▶ _PROBLEM TO SOLVE_
Every line below that has "Halembska" in it should be copied.

(Records from a collection)
_ _ _ _

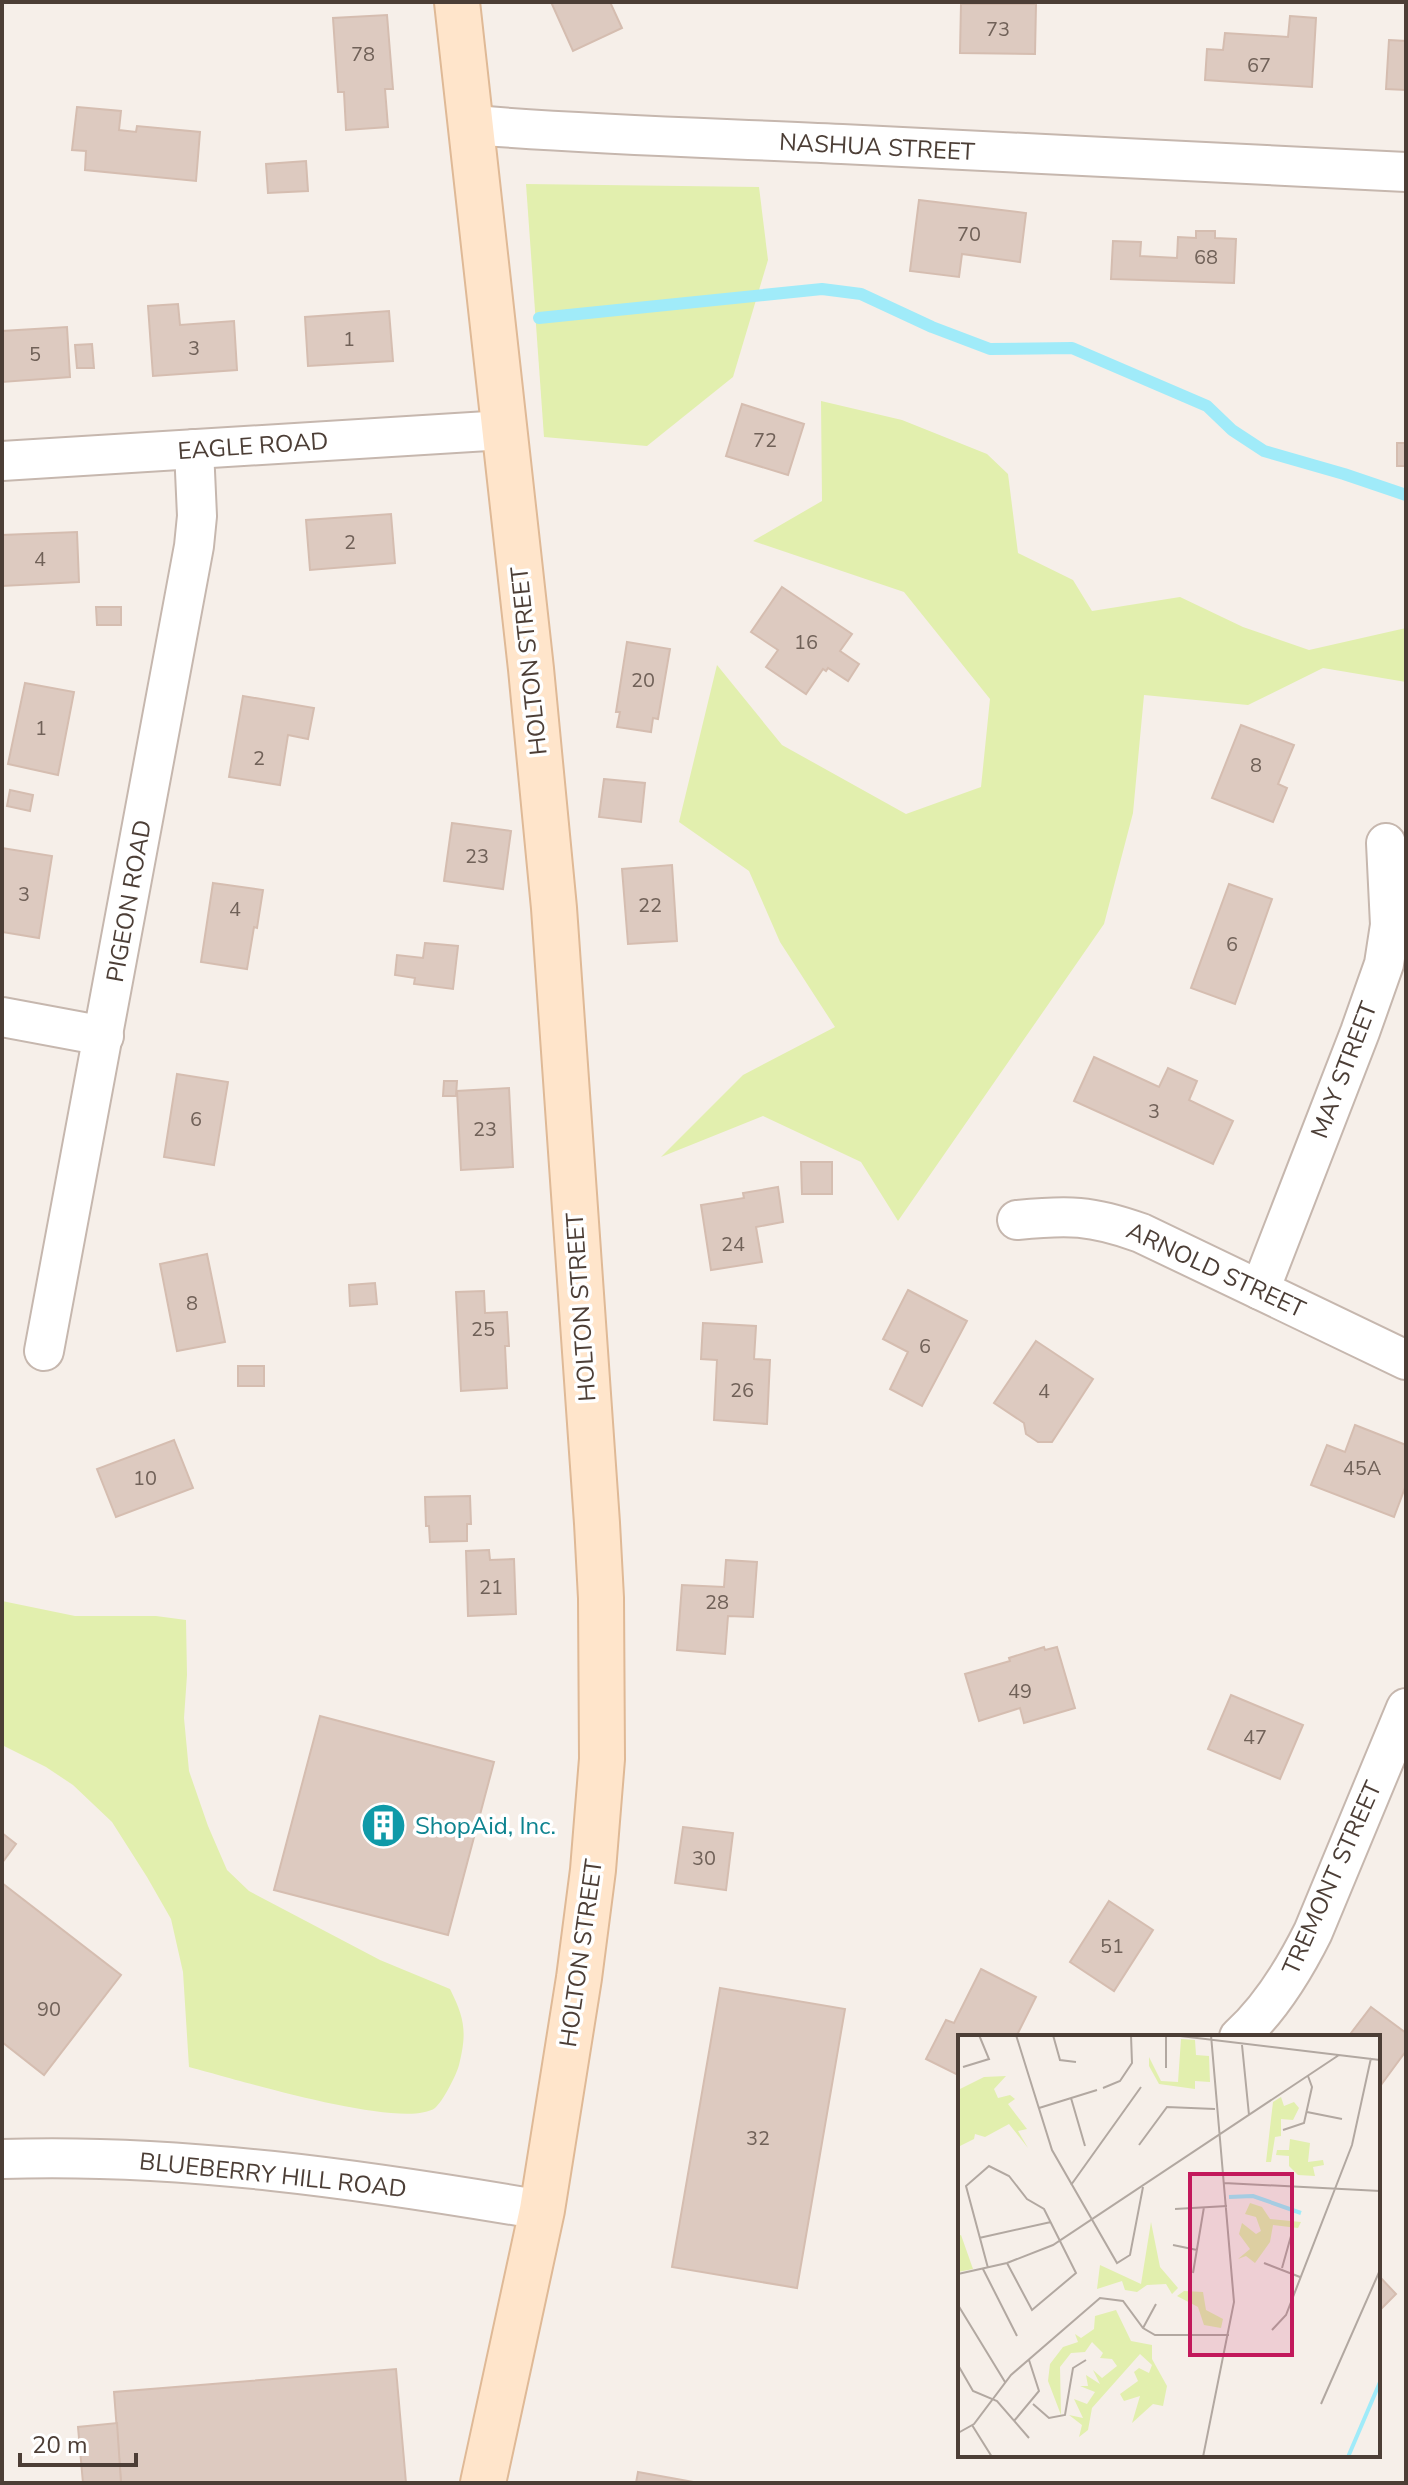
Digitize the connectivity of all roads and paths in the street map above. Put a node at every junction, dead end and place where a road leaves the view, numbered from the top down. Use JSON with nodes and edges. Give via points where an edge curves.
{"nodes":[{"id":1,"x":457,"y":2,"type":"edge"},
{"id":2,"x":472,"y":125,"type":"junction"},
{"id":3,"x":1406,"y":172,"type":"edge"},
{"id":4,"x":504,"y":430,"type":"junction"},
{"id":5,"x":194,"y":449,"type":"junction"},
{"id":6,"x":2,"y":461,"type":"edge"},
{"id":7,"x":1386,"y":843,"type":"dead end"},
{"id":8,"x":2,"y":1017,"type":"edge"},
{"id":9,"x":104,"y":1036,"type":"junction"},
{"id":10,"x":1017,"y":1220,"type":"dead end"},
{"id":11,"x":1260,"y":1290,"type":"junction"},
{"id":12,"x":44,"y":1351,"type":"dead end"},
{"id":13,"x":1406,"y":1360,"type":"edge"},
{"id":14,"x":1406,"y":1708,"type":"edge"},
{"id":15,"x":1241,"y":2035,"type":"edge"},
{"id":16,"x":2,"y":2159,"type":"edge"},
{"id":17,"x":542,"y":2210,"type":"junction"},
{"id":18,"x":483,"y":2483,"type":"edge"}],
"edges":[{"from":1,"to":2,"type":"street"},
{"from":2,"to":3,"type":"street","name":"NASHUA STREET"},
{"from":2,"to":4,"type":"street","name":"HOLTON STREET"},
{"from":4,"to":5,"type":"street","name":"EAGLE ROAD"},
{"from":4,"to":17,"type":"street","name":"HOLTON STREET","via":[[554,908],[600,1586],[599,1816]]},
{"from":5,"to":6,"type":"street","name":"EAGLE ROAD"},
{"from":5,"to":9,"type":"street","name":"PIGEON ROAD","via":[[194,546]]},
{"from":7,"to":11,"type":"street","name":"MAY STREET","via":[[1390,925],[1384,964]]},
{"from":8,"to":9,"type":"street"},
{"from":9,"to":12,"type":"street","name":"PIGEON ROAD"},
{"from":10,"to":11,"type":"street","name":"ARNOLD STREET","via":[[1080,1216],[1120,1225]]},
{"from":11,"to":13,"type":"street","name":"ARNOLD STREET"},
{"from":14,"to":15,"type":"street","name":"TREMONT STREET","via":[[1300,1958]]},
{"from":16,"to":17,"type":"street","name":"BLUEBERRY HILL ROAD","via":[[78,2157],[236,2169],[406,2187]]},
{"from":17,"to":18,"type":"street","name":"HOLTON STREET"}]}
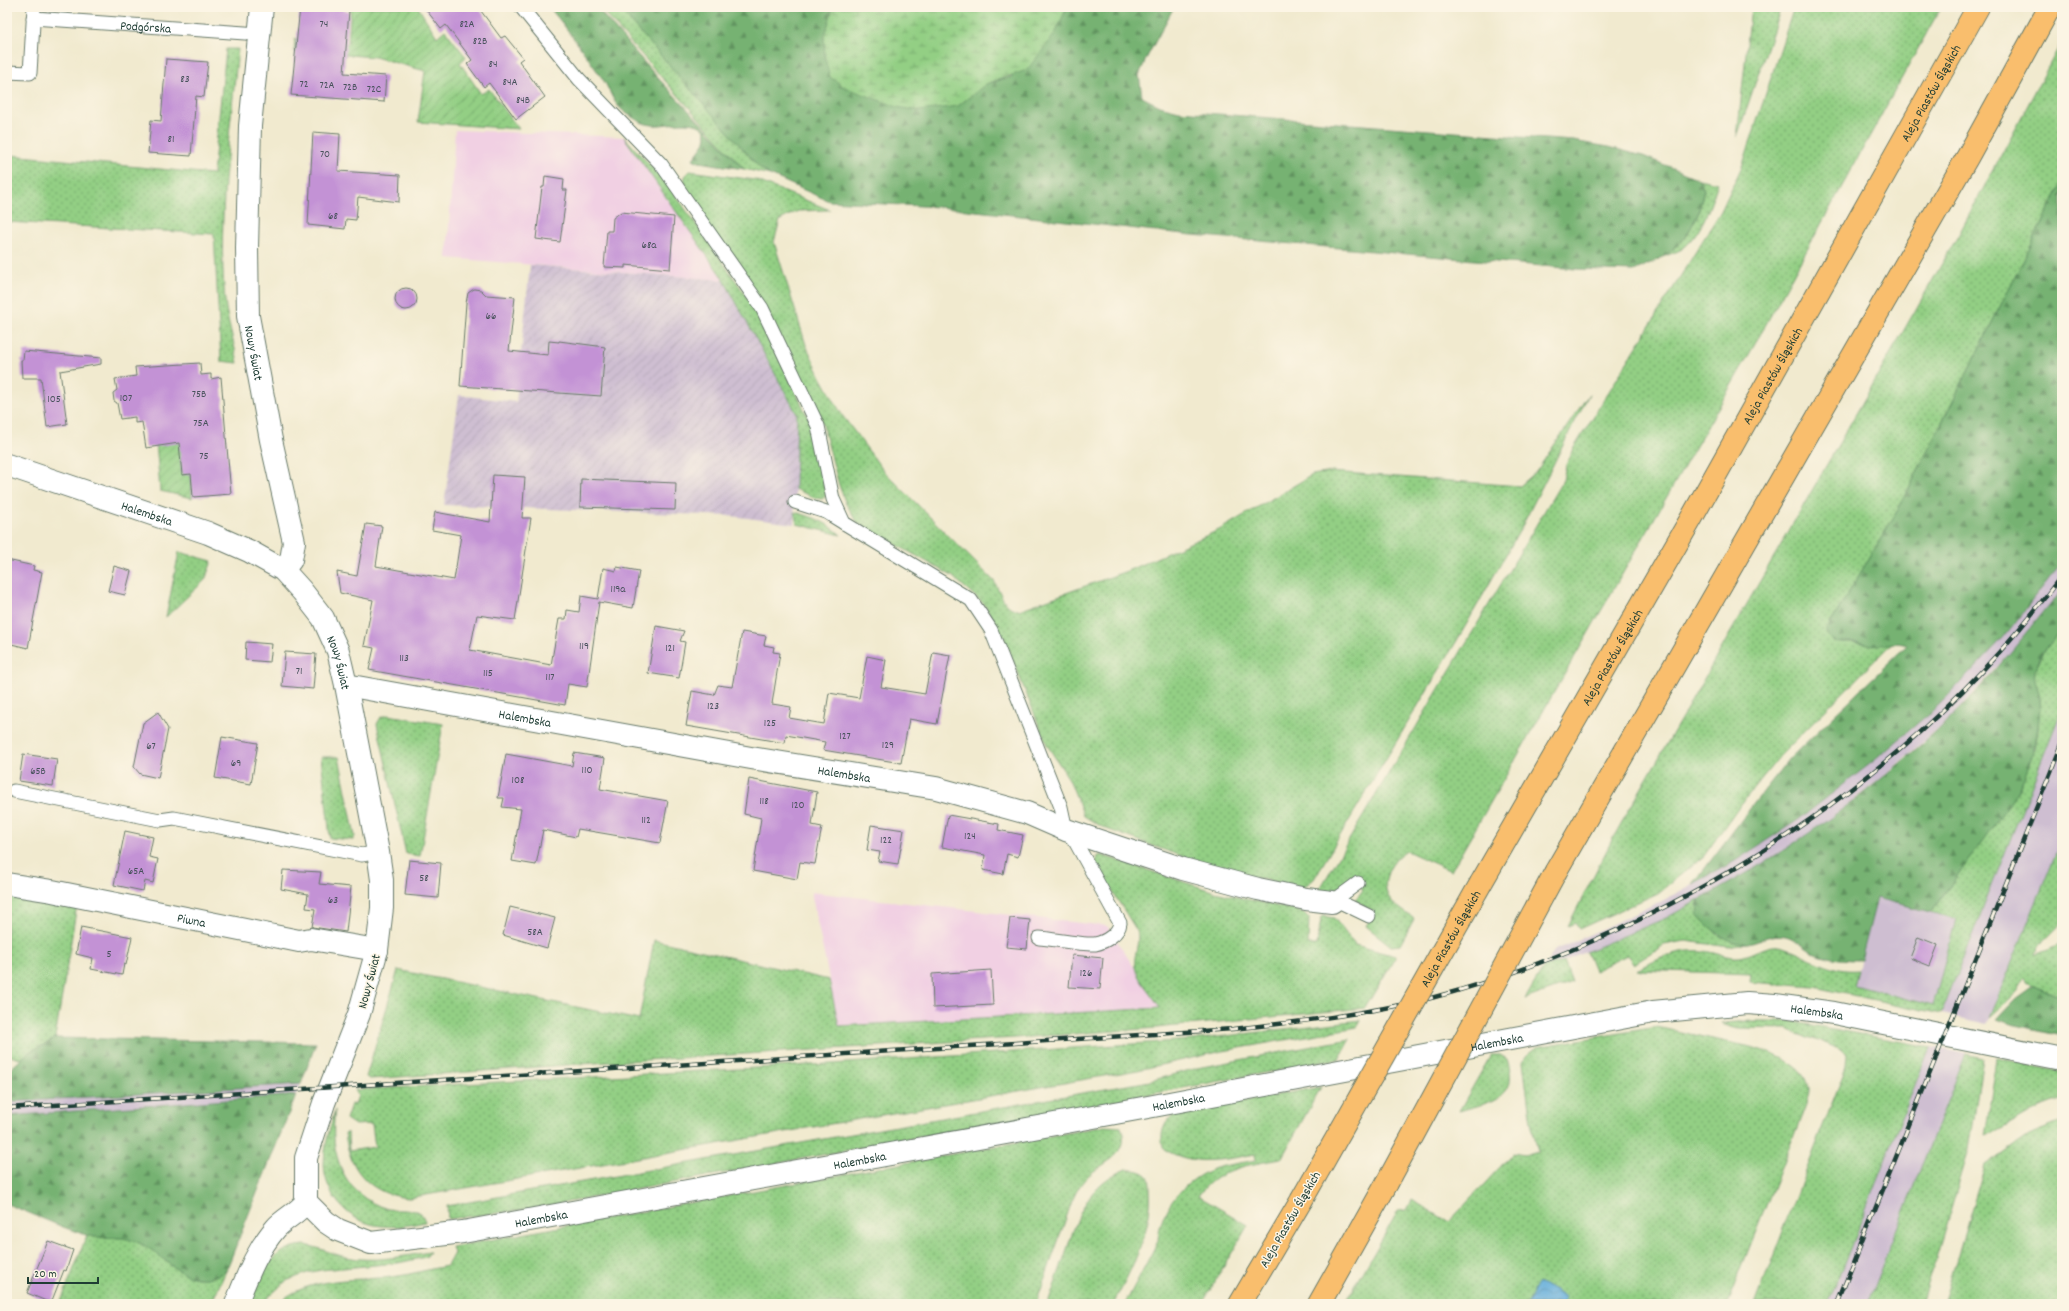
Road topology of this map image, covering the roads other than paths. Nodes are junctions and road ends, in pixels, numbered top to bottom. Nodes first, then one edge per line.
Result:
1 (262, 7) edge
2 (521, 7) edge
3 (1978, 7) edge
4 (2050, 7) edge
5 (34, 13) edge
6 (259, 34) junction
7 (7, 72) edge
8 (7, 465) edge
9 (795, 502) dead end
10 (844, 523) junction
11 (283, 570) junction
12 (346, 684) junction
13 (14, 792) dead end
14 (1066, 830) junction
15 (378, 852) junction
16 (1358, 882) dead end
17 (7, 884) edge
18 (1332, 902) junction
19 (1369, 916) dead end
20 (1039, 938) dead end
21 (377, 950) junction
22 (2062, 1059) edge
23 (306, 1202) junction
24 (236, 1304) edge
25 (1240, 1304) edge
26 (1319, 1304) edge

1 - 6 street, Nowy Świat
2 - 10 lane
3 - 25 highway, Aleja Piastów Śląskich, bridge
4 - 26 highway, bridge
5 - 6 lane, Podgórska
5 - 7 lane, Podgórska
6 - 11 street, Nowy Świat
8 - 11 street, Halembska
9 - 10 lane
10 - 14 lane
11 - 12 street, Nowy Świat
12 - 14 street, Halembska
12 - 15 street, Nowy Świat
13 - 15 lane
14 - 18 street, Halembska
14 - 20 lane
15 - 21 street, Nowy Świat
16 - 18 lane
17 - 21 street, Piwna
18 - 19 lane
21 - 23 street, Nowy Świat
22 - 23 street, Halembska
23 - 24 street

_ _ _ _

▶ _THE COMPLETED TASK_
8 - 11 street, Halembska
12 - 14 street, Halembska
14 - 18 street, Halembska
22 - 23 street, Halembska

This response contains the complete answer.